Reducing Pollution: Air pollution is the single-largest environmental health risk, causing nearly seven million deaths around the world annually. In New Delhi, the annual average concentration of particulate matter in the air exceeds the Air-Quality Guidelines set by the World Health Organization by more than 12 times, and a recent study determined that air pollution was responsible for nearly a quarter of all infant deaths in sub-Saharan Africa from 2001–2015.
Reducing Urban Pressure on Natural Resources: Consumption and demands from urban and peri-urban areas drive significant use and extraction of resources, and the concentration of people in cities makes them key lever points to transform markets. For example, in many cities in developing countries, charcoal is still a main source of household energy. The production of charcoal contributes to deforestation, which, in turn, has a negative effect on local species, ecosystems, and communities, and can also contribute to an increased risk of flooding in surrounding areas.

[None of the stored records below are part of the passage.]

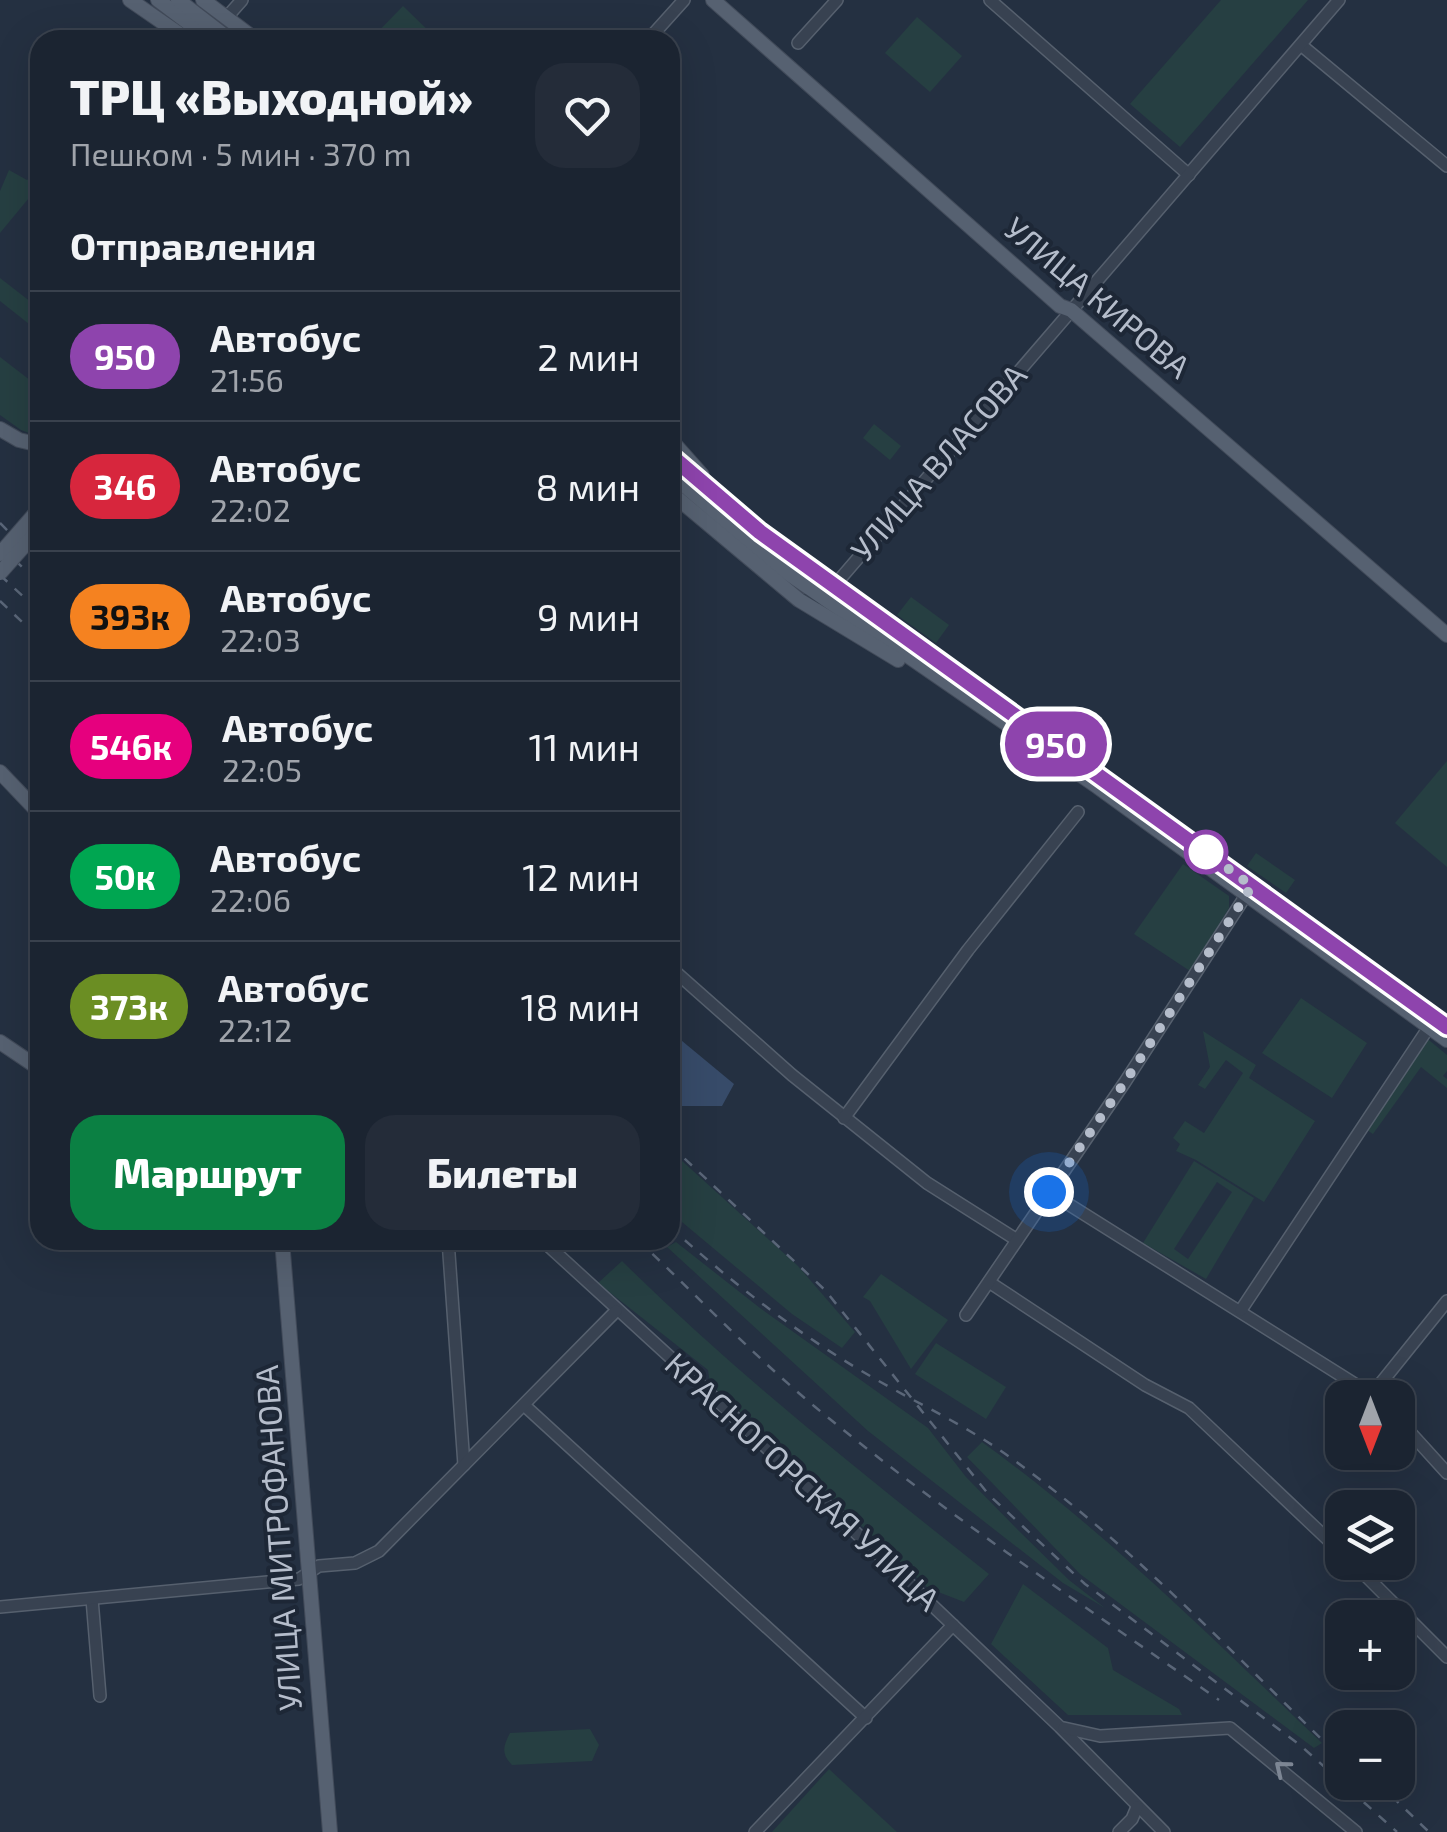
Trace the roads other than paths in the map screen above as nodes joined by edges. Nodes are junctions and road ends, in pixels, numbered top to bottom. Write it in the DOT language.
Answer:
graph roads {
  1 [pos="130,0"];
  2 [pos="158,0"];
  3 [pos="178,0"];
  4 [pos="203,0"];
  5 [pos="242,0"];
  6 [pos="684,0"];
  7 [pos="713,0"];
  8 [pos="838,0"];
  9 [pos="990,0"];
  10 [pos="1338,0"];
  11 [pos="227,17"];
  12 [pos="174,30"];
  13 [pos="198,30"];
  14 [pos="218,30"];
  15 [pos="234,30"];
  16 [pos="243,30"];
  17 [pos="657,30"];
  18 [pos="798,43"];
  19 [pos="1300,45"];
  20 [pos="1447,166"];
  21 [pos="1189,175"];
  22 [pos="1071,310"];
  23 [pos="0,429"];
  24 [pos="30,443"];
  25 [pos="680,450"];
  26 [pos="680,464"];
  27 [pos="680,482"];
  28 [pos="680,500"];
  29 [pos="30,520"];
  30 [pos="743,520"];
  31 [pos="30,539"];
  32 [pos="0,554"];
  33 [pos="0,573"];
  34 [pos="834,586"];
  35 [pos="822,598"];
  36 [pos="799,600"];
  37 [pos="1447,635"];
  38 [pos="970,698"];
  39 [pos="0,772"];
  40 [pos="30,804"];
  41 [pos="1078,812"];
  42 [pos="1249,891"];
  43 [pos="680,976"];
  44 [pos="1429,1027"];
  45 [pos="1447,1027"];
  46 [pos="1447,1040"];
  47 [pos="0,1042"];
  48 [pos="30,1062"];
  49 [pos="844,1118"];
  50 [pos="1049,1192"];
  51 [pos="1017,1240"];
  52 [pos="283,1250"];
  53 [pos="449,1250"];
  54 [pos="552,1250"];
  55 [pos="989,1282"];
  56 [pos="1447,1302"];
  57 [pos="1241,1310"];
  58 [pos="616,1311"];
  59 [pos="966,1315"];
  60 [pos="1351,1380"];
  61 [pos="1387,1380"];
  62 [pos="525,1406"];
  63 [pos="1415,1438"];
  64 [pos="464,1466"];
  65 [pos="1447,1473"];
  66 [pos="1325,1537"];
  67 [pos="308,1576"];
  68 [pos="1370,1580"];
  69 [pos="92,1599"];
  70 [pos="0,1606"];
  71 [pos="954,1625"];
  72 [pos="1447,1657"];
  73 [pos="100,1696"];
  74 [pos="866,1718"];
  75 [pos="1060,1727"];
  76 [pos="1100,1736"];
  77 [pos="1088,1756"];
  78 [pos="1137,1807"];
  79 [pos="330,1832"];
  80 [pos="755,1832"];
  81 [pos="1119,1832"];
  82 [pos="1164,1832"];
  83 [pos="1356,1832"];
  1 -- 12 [label="main road"];
  2 -- 13 [label="main road"];
  3 -- 14 [label="main road"];
  4 -- 11 [label="main road"];
  5 -- 11 [label="street"];
  6 -- 17 [label="street"];
  7 -- 22 [label="main road, УЛИЦА КИРОВА"];
  8 -- 18 [label="street"];
  9 -- 21 [label="street"];
  10 -- 19 [label="street, УЛИЦА ВЛАСОВА"];
  11 -- 15 [label="street"];
  11 -- 16 [label="main road"];
  19 -- 20 [label="street"];
  19 -- 21 [label="street, УЛИЦА ВЛАСОВА"];
  21 -- 22 [label="street, УЛИЦА ВЛАСОВА"];
  22 -- 34 [label="street, УЛИЦА ВЛАСОВА"];
  22 -- 37 [label="main road, УЛИЦА КИРОВА"];
  23 -- 24 [label="main road"];
  25 -- 30 [label="main road"];
  26 -- 30 [label="main road"];
  27 -- 35 [label="main road"];
  28 -- 36 [label="main road"];
  29 -- 32 [label="main road, bridge"];
  30 -- 34 [label="main road"];
  31 -- 33 [label="main road, bridge"];
  34 -- 35 [label="street, УЛИЦА ВЛАСОВА"];
  34 -- 42 [label="main road"];
  35 -- 36 [label="street"];
  35 -- 38 [label="main road"];
  36 -- 38 [label="main road"];
  38 -- 42 [label="main road"];
  39 -- 40 [label="main road"];
  41 -- 49 [label="street"];
  42 -- 44 [label="main road"];
  42 -- 45 [label="main road"];
  42 -- 50 [label="street"];
  43 -- 49 [label="street"];
  44 -- 46 [label="main road"];
  44 -- 57 [label="street"];
  47 -- 48 [label="main road"];
  49 -- 51 [label="street"];
  50 -- 51 [label="street"];
  50 -- 57 [label="street"];
  51 -- 55 [label="street"];
  52 -- 67 [label="main road, УЛИЦА МИТРОФАНОВА"];
  53 -- 64 [label="street"];
  54 -- 58 [label="street, КРАСНОГОРСКАЯ УЛИЦА"];
  55 -- 59 [label="street"];
  55 -- 66 [label="street"];
  56 -- 61 [label="street"];
  57 -- 60 [label="street"];
  58 -- 62 [label="street"];
  58 -- 71 [label="street, КРАСНОГОРСКАЯ УЛИЦА"];
  62 -- 64 [label="street"];
  62 -- 74 [label="street"];
  63 -- 65 [label="street"];
  64 -- 67 [label="street"];
  67 -- 69 [label="street"];
  67 -- 79 [label="main road, УЛИЦА МИТРОФАНОВА"];
  68 -- 72 [label="street"];
  69 -- 70 [label="street"];
  69 -- 73 [label="street"];
  71 -- 74 [label="street"];
  71 -- 75 [label="street, КРАСНОГОРСКАЯ УЛИЦА"];
  74 -- 80 [label="street"];
  75 -- 76 [label="street"];
  75 -- 77 [label="street, КРАСНОГОРСКАЯ УЛИЦА"];
  76 -- 77 [label="street"];
  83 -- 76 [label="street, one-way"];
  77 -- 78 [label="street, КРАСНОГОРСКАЯ УЛИЦА"];
  78 -- 81 [label="street"];
  78 -- 82 [label="street, КРАСНОГОРСКАЯ УЛИЦА"];
}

Increasing Urban Resilience: Poor management of natural resources and infrastructure within cities is amplifying the impact of weather-related shocks and stresses, including heat waves, droughts, and intense flooding, which 70 percent of cities already experience. Ninety percent of urban areas are coastal, which makes them more susceptible to rises in sea levels and powerful storms. At the same time, estimates suggest that 40 percent of the world’s urban expansion is taking place in informal settlements and slums, where people are increasingly vulnerable to a wide range of shocks and stresses.
Proposed USAID Priorities for Urban Areas
Urban waste-management, water and sanitation, energy, transport, and other systems need strengthening with a comprehensive and integrated approach to address the three priorities identified above. In addition to enhanced sector-specific programming, USAID will pursue three cross-cutting programmatic priorities:
- Strengthening the governance of municipalities and utilities to adopt the inclusive management of natural resources.
- Improve strategic, transparent, and inclusive planning processes.
- Develop innovative partnerships, including with new and underutilized partners, especially the private sector.